There is a hike/bike/nature trail that has an iron archway entrance immediately next to the visitor's center. After dinner, we decided to go for a short walk. The trail runs for 26 miles, we probably only walked a mile of it. This section is near The Blacktail Creek. it's just a small creek with a large pond covered with a lot of green pond scum. Some of the path was overgrown with weeds so at least this part of the trail wasn't well maintained. I can't say what the other 25 miles are like.

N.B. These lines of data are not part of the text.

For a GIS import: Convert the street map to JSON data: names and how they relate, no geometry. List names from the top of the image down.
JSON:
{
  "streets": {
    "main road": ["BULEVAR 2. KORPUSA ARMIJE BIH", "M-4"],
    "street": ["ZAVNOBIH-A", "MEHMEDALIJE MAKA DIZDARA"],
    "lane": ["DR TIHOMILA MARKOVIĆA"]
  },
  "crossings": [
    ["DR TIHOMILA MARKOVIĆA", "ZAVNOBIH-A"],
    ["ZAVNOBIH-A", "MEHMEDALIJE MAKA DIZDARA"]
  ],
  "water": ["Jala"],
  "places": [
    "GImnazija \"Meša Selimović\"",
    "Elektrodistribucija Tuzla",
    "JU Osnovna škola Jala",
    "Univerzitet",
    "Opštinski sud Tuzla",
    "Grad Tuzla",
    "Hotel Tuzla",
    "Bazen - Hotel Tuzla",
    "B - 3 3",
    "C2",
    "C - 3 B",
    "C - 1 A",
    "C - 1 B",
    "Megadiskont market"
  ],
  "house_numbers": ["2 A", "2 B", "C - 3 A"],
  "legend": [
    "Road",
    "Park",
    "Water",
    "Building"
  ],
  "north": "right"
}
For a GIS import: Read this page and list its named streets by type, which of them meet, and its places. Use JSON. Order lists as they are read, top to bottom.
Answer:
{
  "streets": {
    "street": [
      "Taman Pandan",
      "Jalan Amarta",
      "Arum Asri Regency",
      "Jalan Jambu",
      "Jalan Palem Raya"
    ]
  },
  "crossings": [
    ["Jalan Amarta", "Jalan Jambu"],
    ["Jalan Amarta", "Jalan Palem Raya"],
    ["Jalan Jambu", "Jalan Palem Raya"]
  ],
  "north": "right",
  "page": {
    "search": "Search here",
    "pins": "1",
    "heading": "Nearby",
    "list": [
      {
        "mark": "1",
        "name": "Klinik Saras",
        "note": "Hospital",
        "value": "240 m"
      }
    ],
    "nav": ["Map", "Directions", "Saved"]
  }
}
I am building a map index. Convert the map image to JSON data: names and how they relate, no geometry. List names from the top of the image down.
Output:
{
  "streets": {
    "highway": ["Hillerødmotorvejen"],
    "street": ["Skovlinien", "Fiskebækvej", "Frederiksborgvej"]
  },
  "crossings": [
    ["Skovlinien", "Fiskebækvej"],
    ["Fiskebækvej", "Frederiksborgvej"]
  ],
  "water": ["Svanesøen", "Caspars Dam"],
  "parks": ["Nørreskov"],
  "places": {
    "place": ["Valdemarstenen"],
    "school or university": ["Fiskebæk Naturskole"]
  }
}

Saturday 8/03/2019 Our trolley ride today began at 12:30 so after our breakfast of bacon and eggs, I worked some on the computer and Rose worked on a puzzle. Around 12:10 we took the very short walk over to the visitor's center to board the trolley. Our driver, Vera, talked for most of the 90-minute tour explaining a lot of the history of Butte. It was established in 1984 as a mining camp. It was one of the largest copper towns in the American West. Workers from all over the world settled here to work in the underground mines and later in the open-pit mines. For many years it was a boomtown. The workers made a decent living, although it was a dangerous one as there were many deaths in the mines, and the owners (called The Copper Kings) made a fortune. The underground mines were closed and the open-pit mine, named The Berkeley Pit opened in 1954 and it closed in 1983. The Berkeley Pit was our only stop on the tour. We stepped off the bus and walked through their gift shop to enter a cement encased walkway to the viewing area for the pit. At the bottom of the pit mine was a large lake created after the deserted mine's water pumps were shut off. This lake is totally unsafe for human or animal consumption. It's full of acidic water laced with toxic heavy metals. In fact, it killed hundreds of geese one year when they landed on it. We continued driving through the old uptown, taking photos of many of the old, architecturally pleasing homes. There were many expensive mansions in part of the town and many impoverished almost shacks in other parts. This is a decaying town but the people that remain are still trying to revive it. There's an almost abandoned China Town, a red-light district that was shut down years back and old buildings in need of repair. There are still many businesses such as small restaurants, antique stores, banks, etc. that are still in business. After driving through town we drove to their university, The Montana School of Mines which was established in 1889 (now called Montana Tech). The university specializes in Engineering, Geologic, and Hydro-Geologic research. Many of their graduates are hired by mining companies. Vera said the tuition, in the beginning, was only $ 5.00 a year, I wonder what it is now. We drove back through the uptown area with Vera pointing out additional historic buildings and then she dropped us off back at the visitor's center.
We needed groceries for the week ahead in Glacier so after we walked back to the trailer, we drove a few miles to their Walmart outside of town and stocked up. Tomorrow morning we pack up and head for a brand new RV park near Glacier.